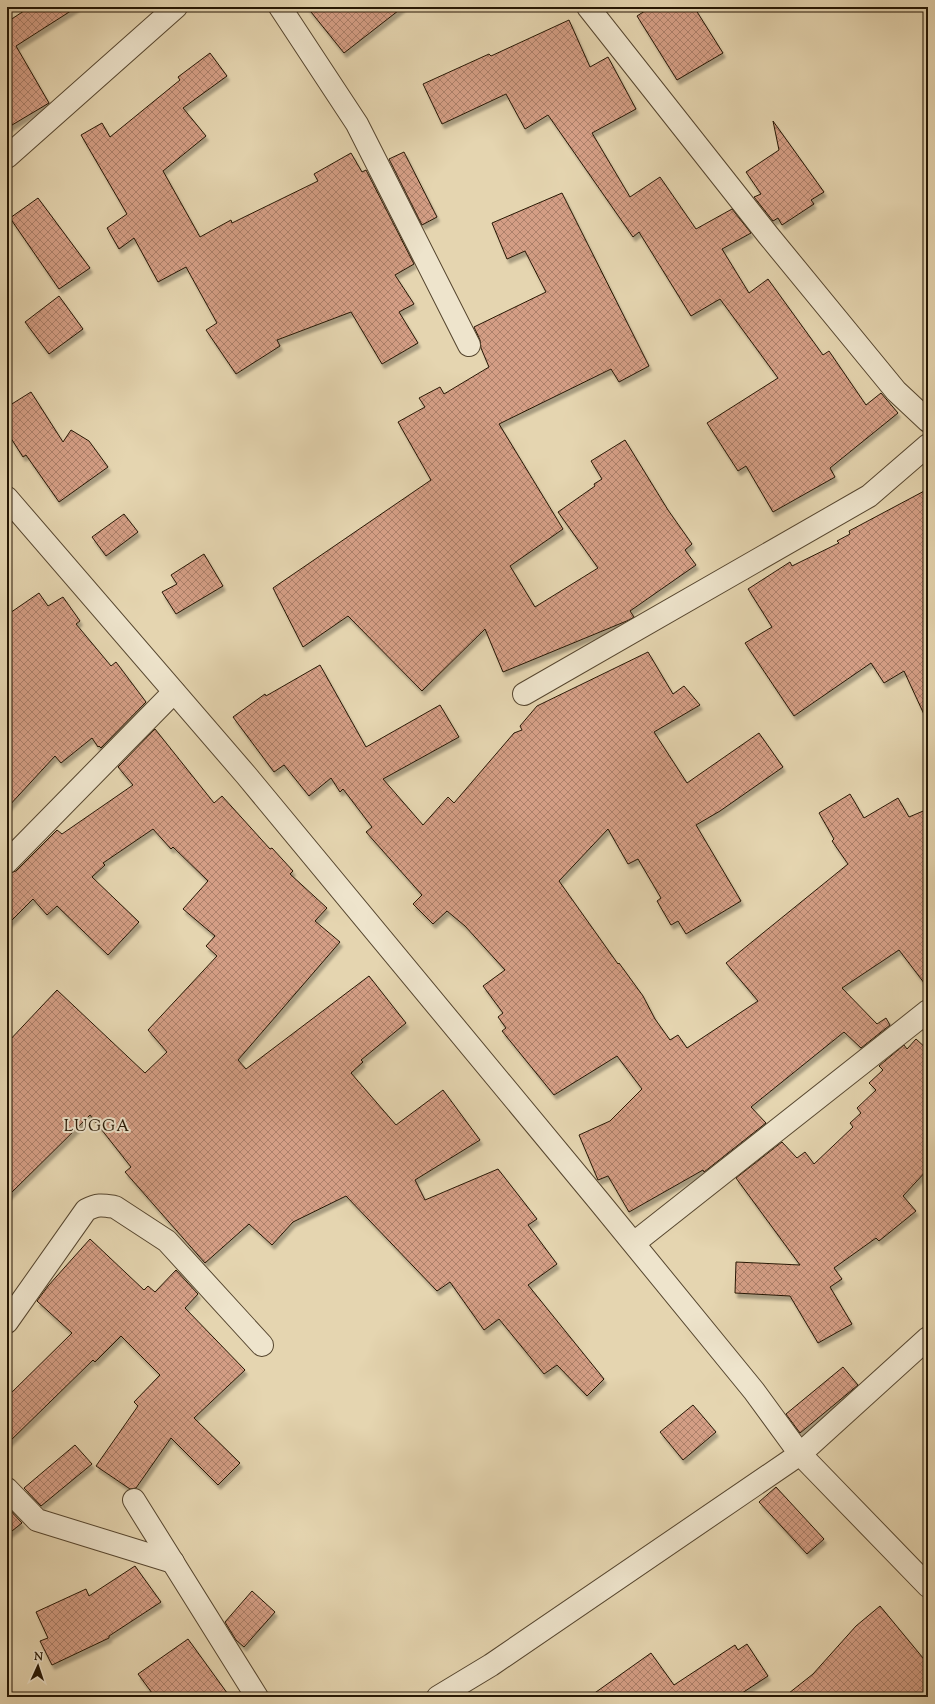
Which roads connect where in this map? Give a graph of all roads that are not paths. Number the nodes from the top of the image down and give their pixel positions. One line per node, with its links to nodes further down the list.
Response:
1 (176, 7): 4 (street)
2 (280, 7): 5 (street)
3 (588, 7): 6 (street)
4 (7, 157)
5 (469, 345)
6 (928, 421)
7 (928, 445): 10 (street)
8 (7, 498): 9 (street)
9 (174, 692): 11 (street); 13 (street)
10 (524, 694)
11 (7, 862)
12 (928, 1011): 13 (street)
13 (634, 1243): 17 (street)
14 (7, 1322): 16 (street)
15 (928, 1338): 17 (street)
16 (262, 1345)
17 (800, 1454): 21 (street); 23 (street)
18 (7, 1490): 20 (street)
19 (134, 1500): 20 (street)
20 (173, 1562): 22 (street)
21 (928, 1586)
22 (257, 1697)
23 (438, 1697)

§ What you will do:
Here the job is to print the data above exactly, except for any pictures.

§ Task response:
Which roads connect where in this map? Give a graph of all roads that are not paths. Number the nodes from the top of the image down and give their pixel positions. One line per node, with its links to nodes further down the list.
Response:
1 (176, 7): 4 (street)
2 (280, 7): 5 (street)
3 (588, 7): 6 (street)
4 (7, 157)
5 (469, 345)
6 (928, 421)
7 (928, 445): 10 (street)
8 (7, 498): 9 (street)
9 (174, 692): 11 (street); 13 (street)
10 (524, 694)
11 (7, 862)
12 (928, 1011): 13 (street)
13 (634, 1243): 17 (street)
14 (7, 1322): 16 (street)
15 (928, 1338): 17 (street)
16 (262, 1345)
17 (800, 1454): 21 (street); 23 (street)
18 (7, 1490): 20 (street)
19 (134, 1500): 20 (street)
20 (173, 1562): 22 (street)
21 (928, 1586)
22 (257, 1697)
23 (438, 1697)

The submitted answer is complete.